- [Problem description]: Only a number is wanted here. Tally the lines of the data that contain "Rome".

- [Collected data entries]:
▶
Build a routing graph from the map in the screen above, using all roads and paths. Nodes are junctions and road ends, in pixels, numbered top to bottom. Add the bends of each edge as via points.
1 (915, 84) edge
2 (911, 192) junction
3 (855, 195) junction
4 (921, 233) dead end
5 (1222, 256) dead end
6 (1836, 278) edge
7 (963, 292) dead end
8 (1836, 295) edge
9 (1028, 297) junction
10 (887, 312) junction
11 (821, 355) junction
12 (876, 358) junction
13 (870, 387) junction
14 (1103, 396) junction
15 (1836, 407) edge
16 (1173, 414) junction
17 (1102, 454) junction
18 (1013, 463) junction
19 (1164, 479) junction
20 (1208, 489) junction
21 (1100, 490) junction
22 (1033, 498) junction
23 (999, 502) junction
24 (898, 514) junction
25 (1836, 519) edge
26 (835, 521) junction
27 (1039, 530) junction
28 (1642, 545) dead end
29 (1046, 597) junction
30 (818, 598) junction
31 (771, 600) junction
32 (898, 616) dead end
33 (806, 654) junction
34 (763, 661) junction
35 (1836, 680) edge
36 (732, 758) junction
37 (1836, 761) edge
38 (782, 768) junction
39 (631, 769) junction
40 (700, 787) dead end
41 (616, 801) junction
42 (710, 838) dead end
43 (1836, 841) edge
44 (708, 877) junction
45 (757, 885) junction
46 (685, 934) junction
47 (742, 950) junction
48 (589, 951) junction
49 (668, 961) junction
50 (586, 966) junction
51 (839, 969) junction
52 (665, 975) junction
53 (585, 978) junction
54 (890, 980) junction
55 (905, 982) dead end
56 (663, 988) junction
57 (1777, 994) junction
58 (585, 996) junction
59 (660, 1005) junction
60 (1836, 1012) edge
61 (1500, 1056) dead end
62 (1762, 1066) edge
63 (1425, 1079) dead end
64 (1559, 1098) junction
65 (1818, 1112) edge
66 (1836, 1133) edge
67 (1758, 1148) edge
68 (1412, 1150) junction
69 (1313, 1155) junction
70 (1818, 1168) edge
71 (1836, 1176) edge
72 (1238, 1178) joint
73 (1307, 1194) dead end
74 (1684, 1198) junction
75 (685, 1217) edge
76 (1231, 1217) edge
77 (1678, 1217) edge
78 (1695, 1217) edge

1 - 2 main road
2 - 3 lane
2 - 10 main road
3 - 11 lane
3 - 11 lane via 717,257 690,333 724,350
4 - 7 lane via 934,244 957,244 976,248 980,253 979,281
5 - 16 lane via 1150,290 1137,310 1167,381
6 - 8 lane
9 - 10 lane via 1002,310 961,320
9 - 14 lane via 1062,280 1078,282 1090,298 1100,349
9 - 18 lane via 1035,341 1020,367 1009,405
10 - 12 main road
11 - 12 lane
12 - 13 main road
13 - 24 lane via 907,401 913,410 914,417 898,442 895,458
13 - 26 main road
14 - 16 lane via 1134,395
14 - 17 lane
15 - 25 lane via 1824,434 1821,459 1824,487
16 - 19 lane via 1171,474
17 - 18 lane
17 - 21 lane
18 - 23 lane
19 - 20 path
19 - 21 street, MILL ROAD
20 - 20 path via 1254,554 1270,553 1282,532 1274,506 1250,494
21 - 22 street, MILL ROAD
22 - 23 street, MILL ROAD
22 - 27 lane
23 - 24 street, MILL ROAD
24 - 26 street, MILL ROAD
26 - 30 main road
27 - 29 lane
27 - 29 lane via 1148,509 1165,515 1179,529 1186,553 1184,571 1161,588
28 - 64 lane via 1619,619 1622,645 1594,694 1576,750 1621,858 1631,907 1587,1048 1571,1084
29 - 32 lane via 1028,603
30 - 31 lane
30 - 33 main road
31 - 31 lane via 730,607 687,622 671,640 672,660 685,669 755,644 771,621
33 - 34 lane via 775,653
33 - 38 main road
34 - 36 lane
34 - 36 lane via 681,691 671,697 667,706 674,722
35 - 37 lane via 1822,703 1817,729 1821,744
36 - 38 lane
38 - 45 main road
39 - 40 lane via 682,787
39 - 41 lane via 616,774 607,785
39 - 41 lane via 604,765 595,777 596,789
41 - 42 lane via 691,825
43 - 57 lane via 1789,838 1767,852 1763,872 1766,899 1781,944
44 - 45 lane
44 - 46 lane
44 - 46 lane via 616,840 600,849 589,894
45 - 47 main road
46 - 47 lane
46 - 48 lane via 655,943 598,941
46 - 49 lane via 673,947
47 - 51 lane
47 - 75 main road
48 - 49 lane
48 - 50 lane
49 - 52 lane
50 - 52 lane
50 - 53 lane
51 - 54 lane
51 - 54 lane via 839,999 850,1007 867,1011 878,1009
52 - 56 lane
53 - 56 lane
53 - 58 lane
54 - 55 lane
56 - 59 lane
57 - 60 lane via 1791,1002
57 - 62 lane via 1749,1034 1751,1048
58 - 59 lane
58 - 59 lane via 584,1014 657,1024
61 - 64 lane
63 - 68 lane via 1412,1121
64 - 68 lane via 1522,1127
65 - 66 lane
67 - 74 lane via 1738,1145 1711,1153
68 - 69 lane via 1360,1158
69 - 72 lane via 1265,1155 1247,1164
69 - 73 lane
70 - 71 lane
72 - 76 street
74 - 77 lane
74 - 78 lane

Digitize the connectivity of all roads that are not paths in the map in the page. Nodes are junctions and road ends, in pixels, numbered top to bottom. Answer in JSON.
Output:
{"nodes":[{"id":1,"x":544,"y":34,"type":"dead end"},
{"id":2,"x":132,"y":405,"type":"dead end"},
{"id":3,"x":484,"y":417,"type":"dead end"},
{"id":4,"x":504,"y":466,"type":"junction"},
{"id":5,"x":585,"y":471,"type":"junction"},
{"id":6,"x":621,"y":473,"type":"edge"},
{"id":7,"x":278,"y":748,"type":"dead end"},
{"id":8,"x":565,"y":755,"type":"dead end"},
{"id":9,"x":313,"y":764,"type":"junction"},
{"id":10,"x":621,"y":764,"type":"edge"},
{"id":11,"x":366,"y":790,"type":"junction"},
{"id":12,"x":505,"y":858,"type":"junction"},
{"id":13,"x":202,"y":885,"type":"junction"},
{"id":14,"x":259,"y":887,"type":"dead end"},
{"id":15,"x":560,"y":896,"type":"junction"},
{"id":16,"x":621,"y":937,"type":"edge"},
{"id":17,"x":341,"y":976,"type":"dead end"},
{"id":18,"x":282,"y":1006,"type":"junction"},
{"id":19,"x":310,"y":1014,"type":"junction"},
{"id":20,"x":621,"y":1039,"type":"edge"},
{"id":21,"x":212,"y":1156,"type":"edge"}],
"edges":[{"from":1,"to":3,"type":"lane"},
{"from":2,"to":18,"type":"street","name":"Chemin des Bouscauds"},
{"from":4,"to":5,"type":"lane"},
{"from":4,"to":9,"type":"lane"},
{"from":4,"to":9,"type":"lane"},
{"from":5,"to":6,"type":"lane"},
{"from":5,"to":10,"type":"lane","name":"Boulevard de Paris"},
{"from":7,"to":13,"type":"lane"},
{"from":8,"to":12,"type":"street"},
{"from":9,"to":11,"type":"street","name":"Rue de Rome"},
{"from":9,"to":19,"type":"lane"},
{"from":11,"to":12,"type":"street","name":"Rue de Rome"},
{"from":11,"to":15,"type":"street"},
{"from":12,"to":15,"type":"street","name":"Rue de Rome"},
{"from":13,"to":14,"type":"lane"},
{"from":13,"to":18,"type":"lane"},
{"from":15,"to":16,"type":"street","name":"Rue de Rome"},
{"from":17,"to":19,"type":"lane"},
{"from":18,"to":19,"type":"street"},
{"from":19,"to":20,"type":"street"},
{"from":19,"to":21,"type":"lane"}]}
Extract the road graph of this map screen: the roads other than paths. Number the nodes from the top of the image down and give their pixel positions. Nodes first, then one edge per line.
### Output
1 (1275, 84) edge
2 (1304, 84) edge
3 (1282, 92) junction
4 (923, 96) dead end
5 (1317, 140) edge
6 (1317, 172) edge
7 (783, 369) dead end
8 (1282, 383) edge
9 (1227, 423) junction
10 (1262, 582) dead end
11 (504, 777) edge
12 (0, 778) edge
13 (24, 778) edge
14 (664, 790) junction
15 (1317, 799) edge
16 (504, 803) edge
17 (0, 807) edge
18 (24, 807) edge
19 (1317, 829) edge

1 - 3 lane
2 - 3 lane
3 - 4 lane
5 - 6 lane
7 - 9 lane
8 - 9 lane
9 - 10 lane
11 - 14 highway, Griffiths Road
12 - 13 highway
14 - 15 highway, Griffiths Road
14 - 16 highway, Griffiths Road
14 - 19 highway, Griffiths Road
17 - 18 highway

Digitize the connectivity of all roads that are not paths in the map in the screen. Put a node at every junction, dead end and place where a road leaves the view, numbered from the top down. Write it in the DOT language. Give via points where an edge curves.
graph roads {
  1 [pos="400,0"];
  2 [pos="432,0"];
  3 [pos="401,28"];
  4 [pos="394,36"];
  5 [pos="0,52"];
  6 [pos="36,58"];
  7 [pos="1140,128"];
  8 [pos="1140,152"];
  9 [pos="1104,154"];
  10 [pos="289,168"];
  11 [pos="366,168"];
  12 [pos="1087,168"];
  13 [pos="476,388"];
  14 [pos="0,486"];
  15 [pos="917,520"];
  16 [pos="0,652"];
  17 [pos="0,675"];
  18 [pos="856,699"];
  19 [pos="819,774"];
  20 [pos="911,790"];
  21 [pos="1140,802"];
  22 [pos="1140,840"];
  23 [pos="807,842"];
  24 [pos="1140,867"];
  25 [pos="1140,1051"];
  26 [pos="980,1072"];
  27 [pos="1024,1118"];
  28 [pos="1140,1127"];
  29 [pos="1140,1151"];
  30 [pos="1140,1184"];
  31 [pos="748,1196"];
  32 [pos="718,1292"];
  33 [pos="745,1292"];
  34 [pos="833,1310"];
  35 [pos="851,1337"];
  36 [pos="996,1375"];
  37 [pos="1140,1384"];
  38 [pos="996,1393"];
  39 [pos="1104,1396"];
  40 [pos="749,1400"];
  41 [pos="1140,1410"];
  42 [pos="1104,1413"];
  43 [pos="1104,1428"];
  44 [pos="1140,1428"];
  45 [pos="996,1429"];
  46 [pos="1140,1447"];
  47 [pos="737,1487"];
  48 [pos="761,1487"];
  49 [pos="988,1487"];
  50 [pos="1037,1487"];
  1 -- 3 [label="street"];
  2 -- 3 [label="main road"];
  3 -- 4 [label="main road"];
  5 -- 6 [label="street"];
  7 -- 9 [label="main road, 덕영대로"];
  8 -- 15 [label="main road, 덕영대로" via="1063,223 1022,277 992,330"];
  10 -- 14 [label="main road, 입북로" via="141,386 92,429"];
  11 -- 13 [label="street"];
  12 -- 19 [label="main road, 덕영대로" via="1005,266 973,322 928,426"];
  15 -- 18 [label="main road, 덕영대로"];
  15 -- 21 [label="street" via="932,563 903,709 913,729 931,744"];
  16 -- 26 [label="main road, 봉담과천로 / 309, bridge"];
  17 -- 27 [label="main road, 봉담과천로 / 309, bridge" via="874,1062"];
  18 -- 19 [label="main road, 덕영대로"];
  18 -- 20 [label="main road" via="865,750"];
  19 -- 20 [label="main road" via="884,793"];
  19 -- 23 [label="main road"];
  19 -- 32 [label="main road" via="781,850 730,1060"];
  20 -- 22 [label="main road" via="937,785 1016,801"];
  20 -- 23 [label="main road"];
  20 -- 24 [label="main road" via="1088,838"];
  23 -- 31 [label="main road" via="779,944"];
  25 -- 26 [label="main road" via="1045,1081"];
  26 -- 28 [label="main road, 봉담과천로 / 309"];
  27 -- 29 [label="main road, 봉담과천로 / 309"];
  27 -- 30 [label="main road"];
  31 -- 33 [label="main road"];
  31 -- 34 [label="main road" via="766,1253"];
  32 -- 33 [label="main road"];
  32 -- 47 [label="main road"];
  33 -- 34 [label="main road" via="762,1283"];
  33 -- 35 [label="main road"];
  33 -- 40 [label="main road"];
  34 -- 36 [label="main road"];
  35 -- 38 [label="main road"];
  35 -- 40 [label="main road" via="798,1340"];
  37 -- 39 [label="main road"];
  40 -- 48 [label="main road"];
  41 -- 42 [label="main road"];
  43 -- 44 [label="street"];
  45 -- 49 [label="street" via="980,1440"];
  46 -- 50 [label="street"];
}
◀
- [Output of the task]: 4